Alunan musik dan efek visual layar proyektor mengiringi cerita sang Dalang tentang
sebuah desa yang gemah ripah loh jinawi (tenteram dan makmur serta sangat subur
tanahnya) di Republik Beber, desa Madusari. Namun tiba-tiba musik riuh ketika
modernisasi datang. Hutan ditebang, lawah persawahan beralih fungsi, para
petani kehilangan mata pencahariaanya.
Keadaan tersebut
membuat masyarakat marah. Petani yang biasanya pergi ke sawah, saat ini harus
pergi menuntut hak mereka kepada penguasa. Demonstrasi besar-besaran dilakukan
oleh rakyat desa hingga bentrokkan dengan petugas bayaran penguasa tak
terhindarkan. Banyak petani yang pergi dan tak pernah kembali lagi.
Desa madusari telah
berubah. Madusari yang dulunya selalu panen hasil bumi, saat ini panen bencana
yang datang. Bencana silih berganti menghampiri, masyarakat desa memiliki aktivitas
baru untuk menggantikan kegiatan bertani, yaitu demonstrasi. Demonstrasi tak
hanya menjadi aktivitas, namun juga mata pencaharian.
Ada sebuah keluarga
kecil, keluarga Pak Wongso yang harus merelakan istrinya untuk melancon menjadi
tenaga kerja di negeri seberang. Keluarga tersebut tak bisa lagi mencari
kehidupan di Madusari. Sementara biaya pendidikan semakin membengkak, namun
benbanding terbalik dengan itu, sarana dan prasarana pendidikan justru semakin
memprihatinkan.
Keadaan di desa
Madusari sama halnya dengan keadaan di ibukota Republik Beber, Natiloportem.

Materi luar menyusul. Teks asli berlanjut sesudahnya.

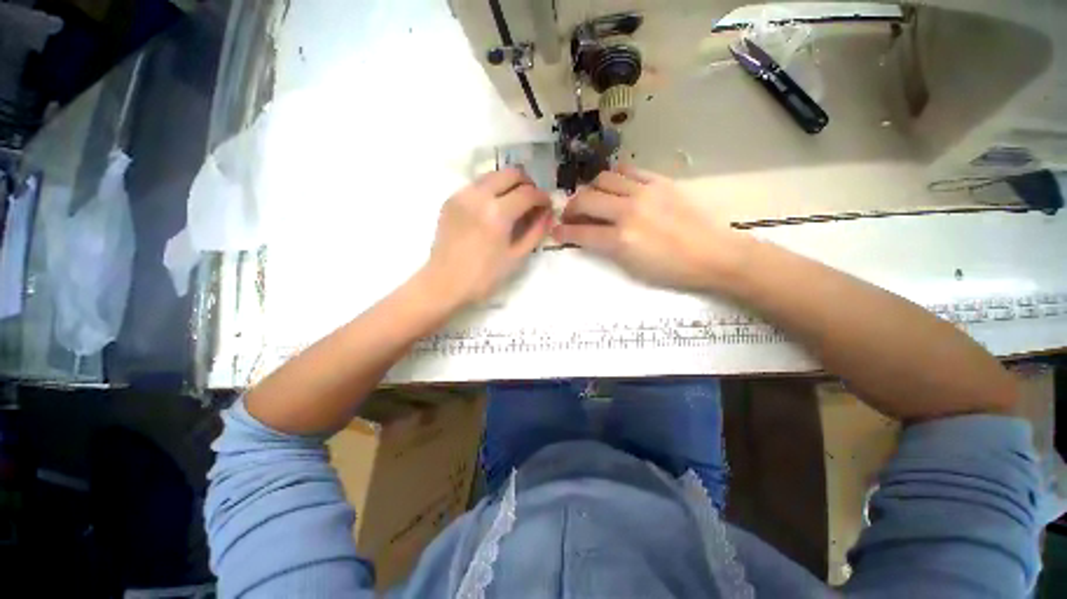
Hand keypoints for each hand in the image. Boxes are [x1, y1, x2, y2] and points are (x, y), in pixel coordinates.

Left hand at [422, 168, 551, 306]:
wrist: (443, 283)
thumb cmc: (484, 277)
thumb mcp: (516, 257)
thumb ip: (535, 232)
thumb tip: (548, 214)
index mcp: (497, 213)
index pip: (528, 193)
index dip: (542, 197)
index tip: (547, 205)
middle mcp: (479, 196)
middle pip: (511, 173)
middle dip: (527, 184)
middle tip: (532, 201)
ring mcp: (462, 195)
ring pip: (492, 175)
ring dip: (508, 184)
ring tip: (514, 204)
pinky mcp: (451, 200)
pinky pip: (476, 185)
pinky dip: (491, 190)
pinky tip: (492, 209)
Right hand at [553, 166, 751, 290]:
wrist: (715, 254)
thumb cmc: (672, 271)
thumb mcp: (632, 268)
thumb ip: (606, 249)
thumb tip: (588, 235)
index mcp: (621, 240)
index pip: (580, 232)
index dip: (563, 232)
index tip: (554, 230)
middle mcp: (628, 211)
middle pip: (586, 199)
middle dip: (570, 208)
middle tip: (570, 215)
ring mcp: (644, 192)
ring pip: (603, 179)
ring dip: (590, 189)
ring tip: (592, 199)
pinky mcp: (660, 181)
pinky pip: (628, 170)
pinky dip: (614, 177)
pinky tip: (614, 186)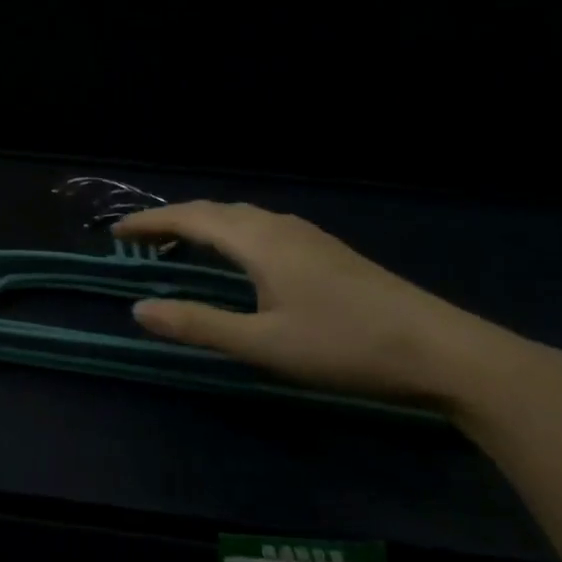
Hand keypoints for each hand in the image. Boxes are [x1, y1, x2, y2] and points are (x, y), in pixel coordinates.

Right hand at [114, 201, 557, 414]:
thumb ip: (198, 324)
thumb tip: (138, 308)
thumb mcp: (263, 344)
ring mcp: (308, 235)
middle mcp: (278, 227)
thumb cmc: (345, 346)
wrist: (445, 351)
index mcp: (257, 241)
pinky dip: (230, 231)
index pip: (189, 218)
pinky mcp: (327, 250)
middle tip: (140, 238)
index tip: (116, 231)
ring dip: (203, 223)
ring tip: (180, 243)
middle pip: (213, 210)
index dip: (149, 222)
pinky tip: (239, 255)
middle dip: (172, 219)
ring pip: (240, 216)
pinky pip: (261, 225)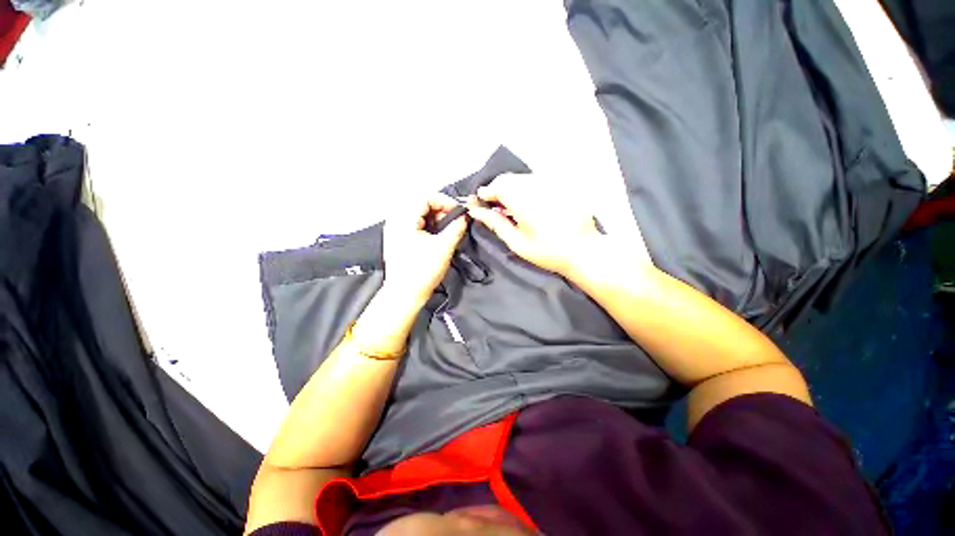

Modernisasi tidak muncul secara tiba-tiba, namun menjalar dari ibukota menuju
desa-desa di Republik Beber.
Kesemerawutan di
Natiloportem ternyata memang telah diatur sedemikian rupa oleh penguasa, di
mana kemacetan dan suara klakson kendaraan dianggap sebagai silaturahmi kolosal,
tawuran dipandang sebagai olah kanuragan, dan tumpukan sampah adalah museum
yang menyimpan segala benda kenangan. Natiloportem didesain sedemikian rupa
oleh penguasa dengan tujuan agar rakyat Republik Beber dapat survival dalam kondisi apapun. Ironis,
namun tetap tidak ada yang peduli dengan keadaan tersebut.
Bencana banjir
datang. Seperti tahun-tahun yang telah berlalu, bajir datang bersamaan dengan
datangnya kepedulian. Namun, kepedulian tidak berdiri sendiri, selalu ada
kepentingan yang melatarbelakangi. Posko kepedulian banjir menjamur
dimana-mana, kepentingan penguasa pun hadir bersamanya.
Bencana datang
terus-menerus, hingga pada suatu ketika air bah datang memporah-porandakan
Natiloportem. Ibukota Republik Beber tenggelam, kemelut awan mendung menaungi
langitnya.
Mereka yang tersisa
membangun kembali semua yang telah hancur di sebuah bukit. Mereka membangun
harapan baru, memulai segala sesuatu dari hal yang paling kecil.
Pementasan Wayang
Beber Metropolitan memang dikenal selalu membawakan sesuatu yang berkaitan
dengan masyarakat saat ini. Dalam artian, nilai-nilai yang terdapat dalam
cerita-cerita wayang dikemas dengan kondisi saat ini.
Dalam pementasan
lakon Labusari ini, tak hanya menggunakan lembaran (beberan) dalam tampilannya.
Tetapi, Wayang Beber Metropolitan juga menggabungkan unsur digital, audiovisual
dan aksi teatrikal sehingga pertunjukkan berlangsung dengan menyenangkan.
Dalang Ki Edi
Sujumbo Jumbo atau yang biasa disapa Samuel menyampaikan bahwa pertunjukkan ini
ingin mengangkat realita yang sebenar-benarnya. Ia mengganggap bangsa ini
sedang berjalan miring. Dengan memnampilkan klimaks dalam bentuk banjir, Samuel
juga ingin mengkritisi budaya baru yang ada di Indonesia, yaitu banjir.
Banjir di
pertunjukkan ini juga menyimbolkan bangsa ini telah kebanjiran segala hal
hingga lupa dengan akar budaya keindonesiaannya. Menyalahartikan modernisasi
hingga menyepelekan makna budaya lokal. Padahal, dalam kebudayaan Indonesia pun
memiliki semua yang dibutuhkan untuk mengatasi kesemerawutan di sini.
Dalam akhir cerita,
Bukit Harapan adalah tempat bagi setiap orang yang masih memiliki harapan dan
keyakinan untuk terus berbuat dan bertindak.
Sang Dalang menyatakan bahwa tidak ada tendensi untuk menyalahkan modernisasi, namun membuat modernisasi jalan bedampingan dengan akar budaya bangsa ini. Terus-menerus menyalahkan pemerintah tidak akan berarti tanpa tindakan nyata. Dan, pertunjukkan ini adalah upaya Wayang Beber Metropolitan untuk terus melakukan sesuatu untuk bangsa ini.